No memory in call2llm of what happened previously.

<br>

#### Implement instead as a python class, which will help in adding conversational memory.  

In [None]:
class ChatWithLlm:
    def __init__(self,systems_prompt="assistant",model="gpt-4.1"):
        self.systems_prompt = systems_prompt
        self.model = model
        self.history = [{"role":"system",  
                         "content":systems_prompt}]          #history helps us "keep memory" of what happened before
   
    def call2llm(self, users_prompt, temperature=0.00001):   #low temperature means consistent LLM responses (high means more creative)
        client = OpenAI(api_key=openai_api_key)
        self.history.append({"role": "user", "content": users_prompt})   #user role prompts the LLM 
        response = client.chat.completions.create(
            messages=self.history,
            model=self.model,
            temperature=temperature,
        )
        response_llm = str(response.choices[0].message.content)
        self.history.append({"role": "assistant", "content": response_llm})
        return response_llm

In [None]:
#test with an instance of the ChatWithLlm class
chat = ChatWithLlm("You're a helpful assistant")
llm_answer =  chat.call2llm("What is 2 + 2?")
print(llm_answer)

In [None]:
llm_answer =  chat.call2llm("What did I just ask you?")
print(llm_answer)

In [None]:
llm_answer =  chat.call2llm("How did you remember what was asked?")
print(llm_answer)

 <br>
 <br>

## RAG solution

Finally here is the python class that performs our RAG solution.

Elastic_rag both queries Elastisearch and feeds those docs to the LLM in a prompt.

In [None]:
class Elasticsearch_rag:
    def __init__(self, systems_prompt="You are a helpful assistant.", model="gpt-4.1"):                
        #self.previous_response_id = None
        self.systems_prompt = systems_prompt
        self.model = model 
        self.history = [{"role": "system", "content": systems_prompt}]

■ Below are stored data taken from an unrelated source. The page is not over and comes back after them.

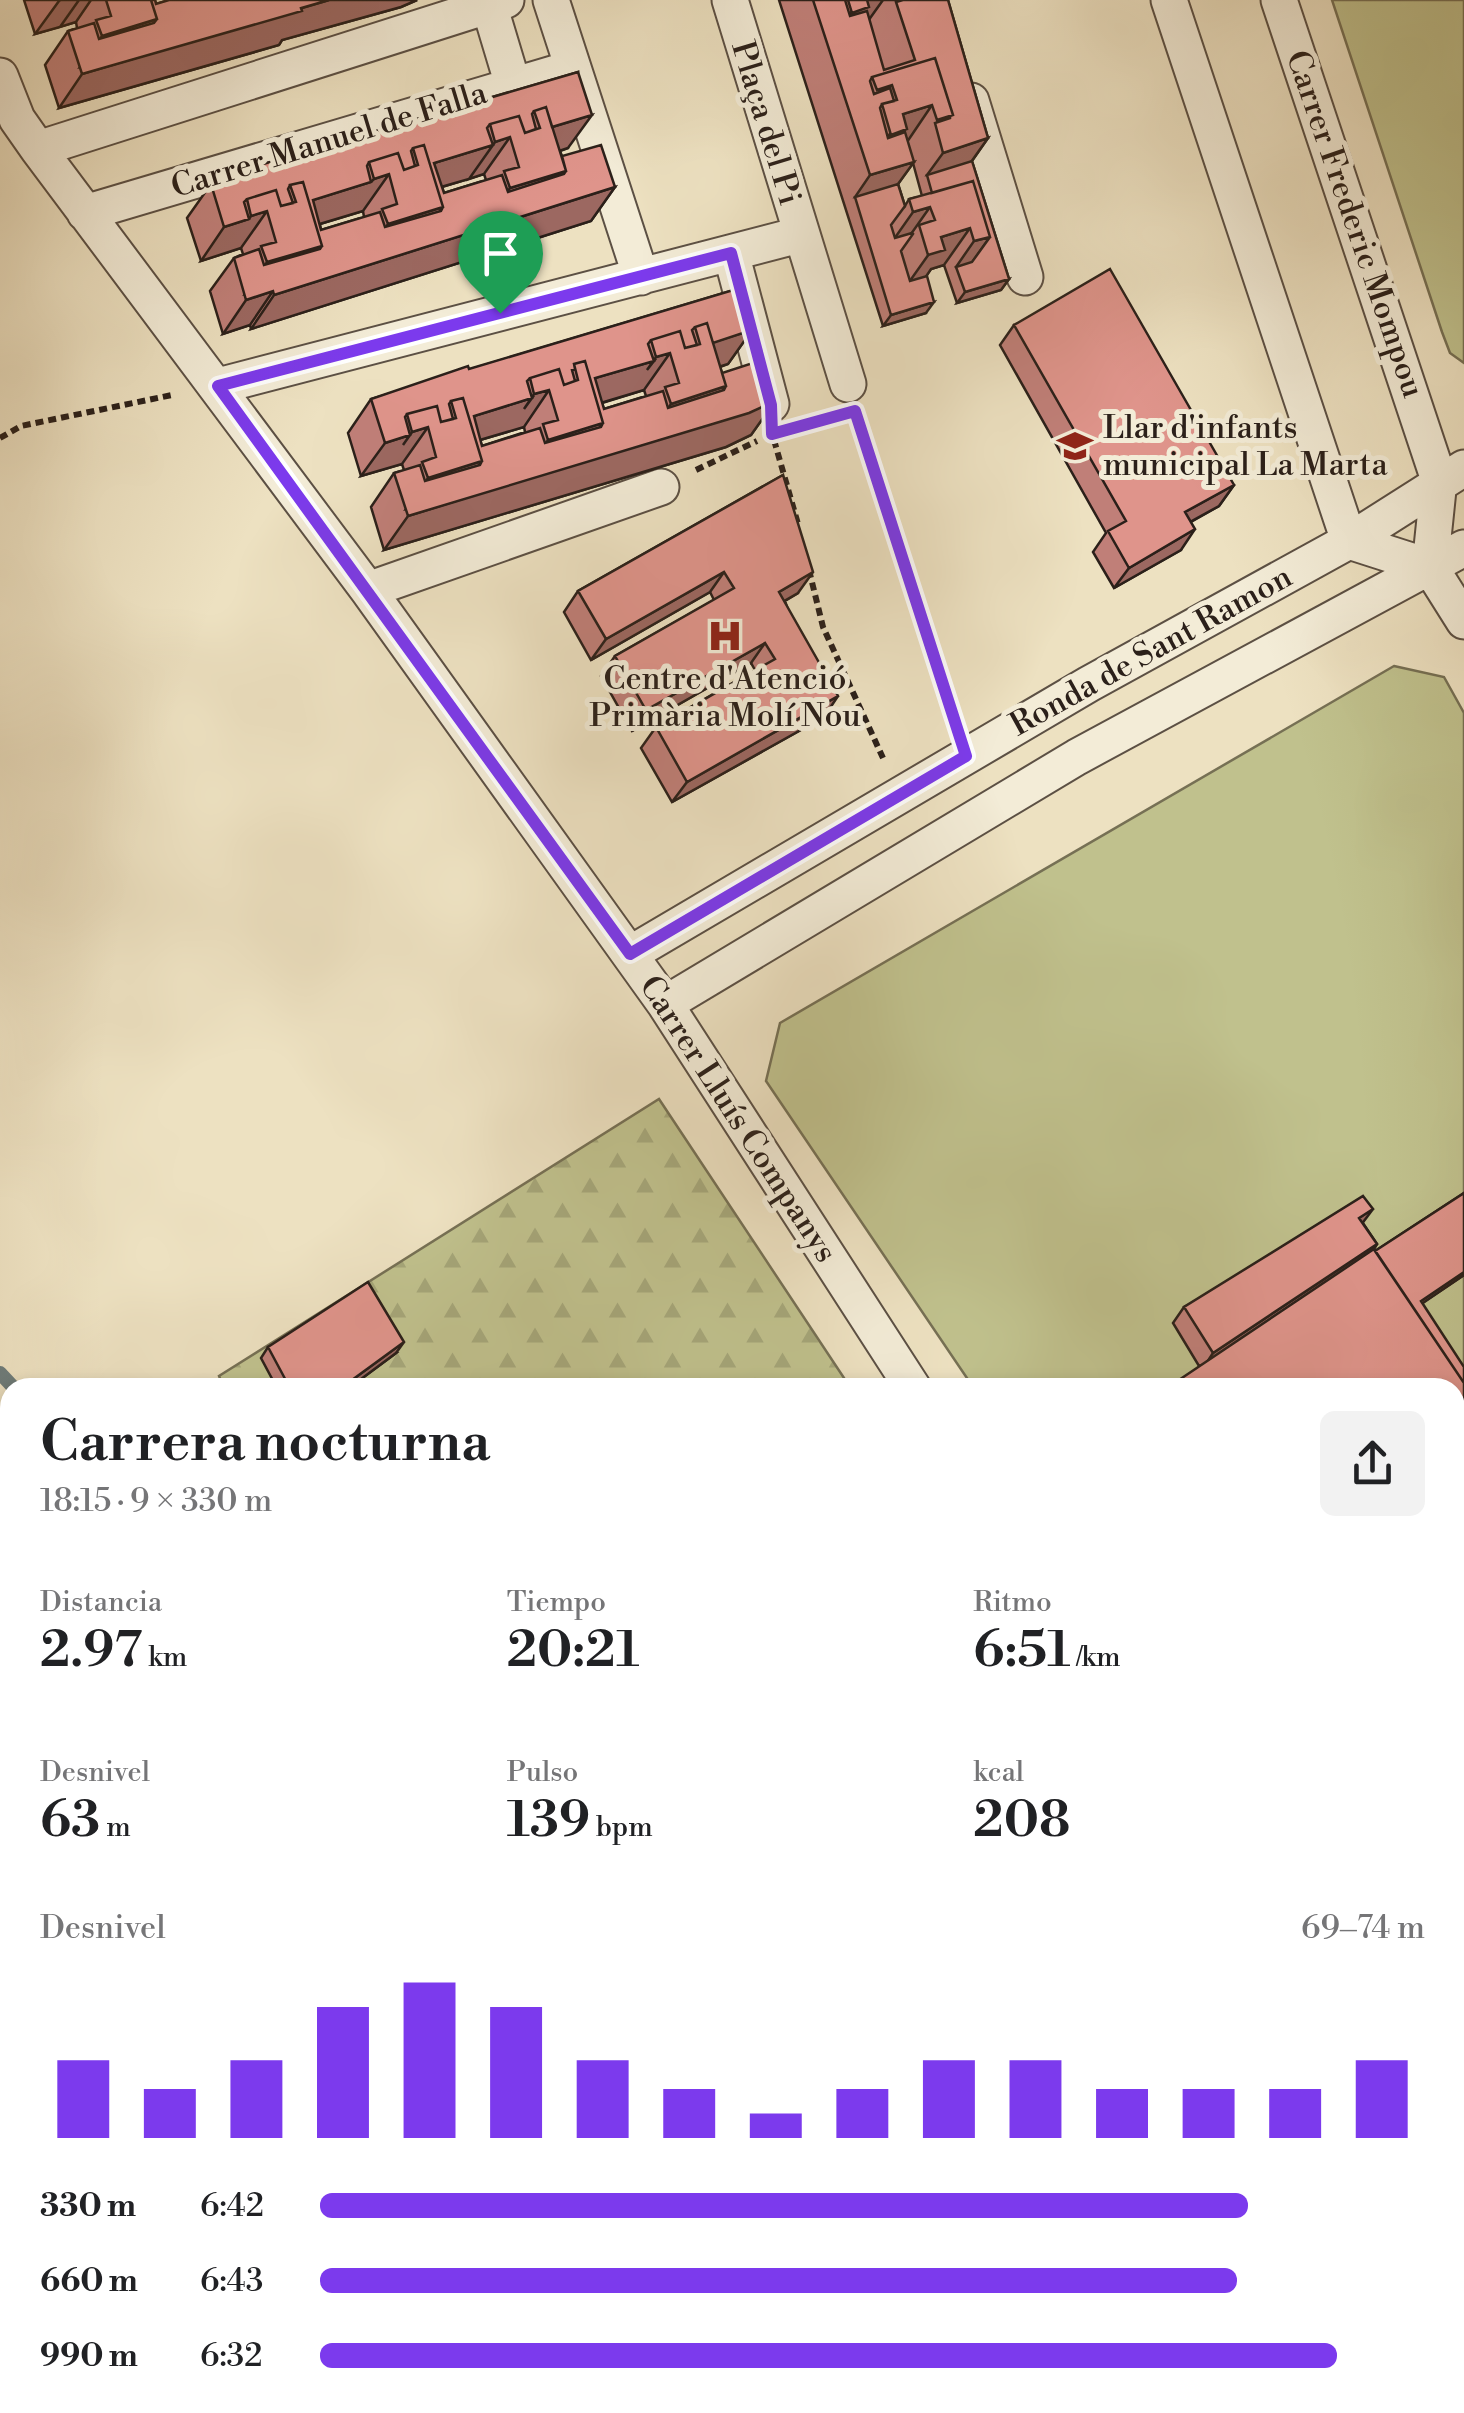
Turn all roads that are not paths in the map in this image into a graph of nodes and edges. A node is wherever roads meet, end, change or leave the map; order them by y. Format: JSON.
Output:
{"nodes":[{"id":1,"x":550,"y":0,"type":"edge"},
{"id":2,"x":730,"y":0,"type":"edge"},
{"id":3,"x":1169,"y":0,"type":"edge"},
{"id":4,"x":1279,"y":0,"type":"edge"},
{"id":5,"x":480,"y":5,"type":"edge"},
{"id":6,"x":573,"y":68,"type":"junction"},
{"id":7,"x":962,"y":74,"type":"edge"},
{"id":8,"x":0,"y":76,"type":"edge"},
{"id":9,"x":513,"y":85,"type":"junction"},
{"id":10,"x":38,"y":148,"type":"junction"},
{"id":11,"x":86,"y":213,"type":"junction"},
{"id":12,"x":799,"y":235,"type":"junction"},
{"id":13,"x":731,"y":253,"type":"junction"},
{"id":14,"x":642,"y":277,"type":"junction"},
{"id":15,"x":1025,"y":277,"type":"dead end"},
{"id":16,"x":218,"y":386,"type":"junction"},
{"id":17,"x":851,"y":398,"type":"road end"},
{"id":18,"x":778,"y":423,"type":"road end"},
{"id":19,"x":1451,"y":474,"type":"edge"},
{"id":20,"x":661,"y":487,"type":"edge"},
{"id":21,"x":1349,"y":540,"type":"junction"},
{"id":22,"x":1464,"y":548,"type":"edge"},
{"id":23,"x":1430,"y":567,"type":"junction"},
{"id":24,"x":368,"y":590,"type":"junction"},
{"id":25,"x":1464,"y":621,"type":"edge"},
{"id":26,"x":630,"y":954,"type":"junction"},
{"id":27,"x":665,"y":1004,"type":"junction"},
{"id":28,"x":907,"y":1378,"type":"edge"}],
"edges":[{"from":1,"to":6,"type":"street"},
{"from":2,"to":12,"type":"street","name":"Plaça del Pi"},
{"from":3,"to":21,"type":"street"},
{"from":4,"to":19,"type":"street","name":"Carrer Frederic Mompou"},
{"from":5,"to":9,"type":"street"},
{"from":5,"to":10,"type":"street"},
{"from":6,"to":9,"type":"street","name":"Carrer Manuel de Falla"},
{"from":6,"to":14,"type":"street"},
{"from":7,"to":15,"type":"street"},
{"from":8,"to":10,"type":"street","name":"Carrer Lluís Companys"},
{"from":9,"to":11,"type":"street","name":"Carrer Manuel de Falla"},
{"from":10,"to":11,"type":"street","name":"Carrer Lluís Companys"},
{"from":11,"to":16,"type":"street","name":"Carrer Lluís Companys"},
{"from":12,"to":13,"type":"street","name":"Plaça del Pi"},
{"from":12,"to":17,"type":"street"},
{"from":13,"to":14,"type":"street","name":"Plaça del Pi"},
{"from":13,"to":18,"type":"street"},
{"from":14,"to":16,"type":"street","name":"Plaça del Pi"},
{"from":16,"to":24,"type":"street","name":"Carrer Lluís Companys"},
{"from":19,"to":21,"type":"street","name":"Ronda de Sant Ramon"},
{"from":19,"to":23,"type":"street","name":"Carrer Frederic Mompou"},
{"from":20,"to":24,"type":"street"},
{"from":21,"to":23,"type":"street"},
{"from":21,"to":26,"type":"street","name":"Ronda de Sant Ramon"},
{"from":22,"to":23,"type":"street","name":"Ronda de Sant Ramon"},
{"from":23,"to":25,"type":"street"},
{"from":23,"to":27,"type":"street","name":"Ronda de Sant Ramon"},
{"from":24,"to":26,"type":"street","name":"Carrer Lluís Companys"},
{"from":26,"to":27,"type":"street","name":"Carrer Lluís Companys"},
{"from":27,"to":28,"type":"street","name":"Carrer Lluís Companys"}]}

    #retrieve documents from Elasticsearch
    def retrieve(self, query,  top_n=2, search_template="RAG_application"):
        params = {"query_string": query}
        params["size"]=top_n
        response = es.search_application.search(name=search_template, params=params)
        top_docs = [hit["_source"]["body"] for hit in response["hits"]["hits"][:top_n]]
        return "\n".join(top_docs)

    #combine user's query, conversation history, and docs from Elasticsearch to send to LLM
    def augment (self, query, temperature=0.00001):
        client = OpenAI(api_key=openai_api_key)
        self.history.append({"role": "user", "content": query})
        retrieval = Elasticsearch_rag()
        retrieved = retrieval.retrieve(query)
        prompt = ( "This is the query: "  +  query +  " Here are supporting documents. " + retrieved)
        self.history.append({"role": "user", "content": query})
        response = client.chat.completions.create(
            messages=self.history,
            model=self.model,
            temperature=temperature,
        )
        response_llm = str(response.choices[0].message.content)
        self.history.append({"role": "assistant", "content": response_llm})
        return response_llm

In [None]:
conversation = Elasticsearch_rag()   # an instance of a conversation
print(conversation.augment("What is Kibana good for?"))

In [None]:
print(conversation.augment("Can I run Kibana in a Docker container?"))

In [None]:
print(conversation.augment("What was the first question I asked?"))

Congratulations!  We have examined how to create a RAG application that feeds documents from Elasticsearch to OpenAI's GPT LLM.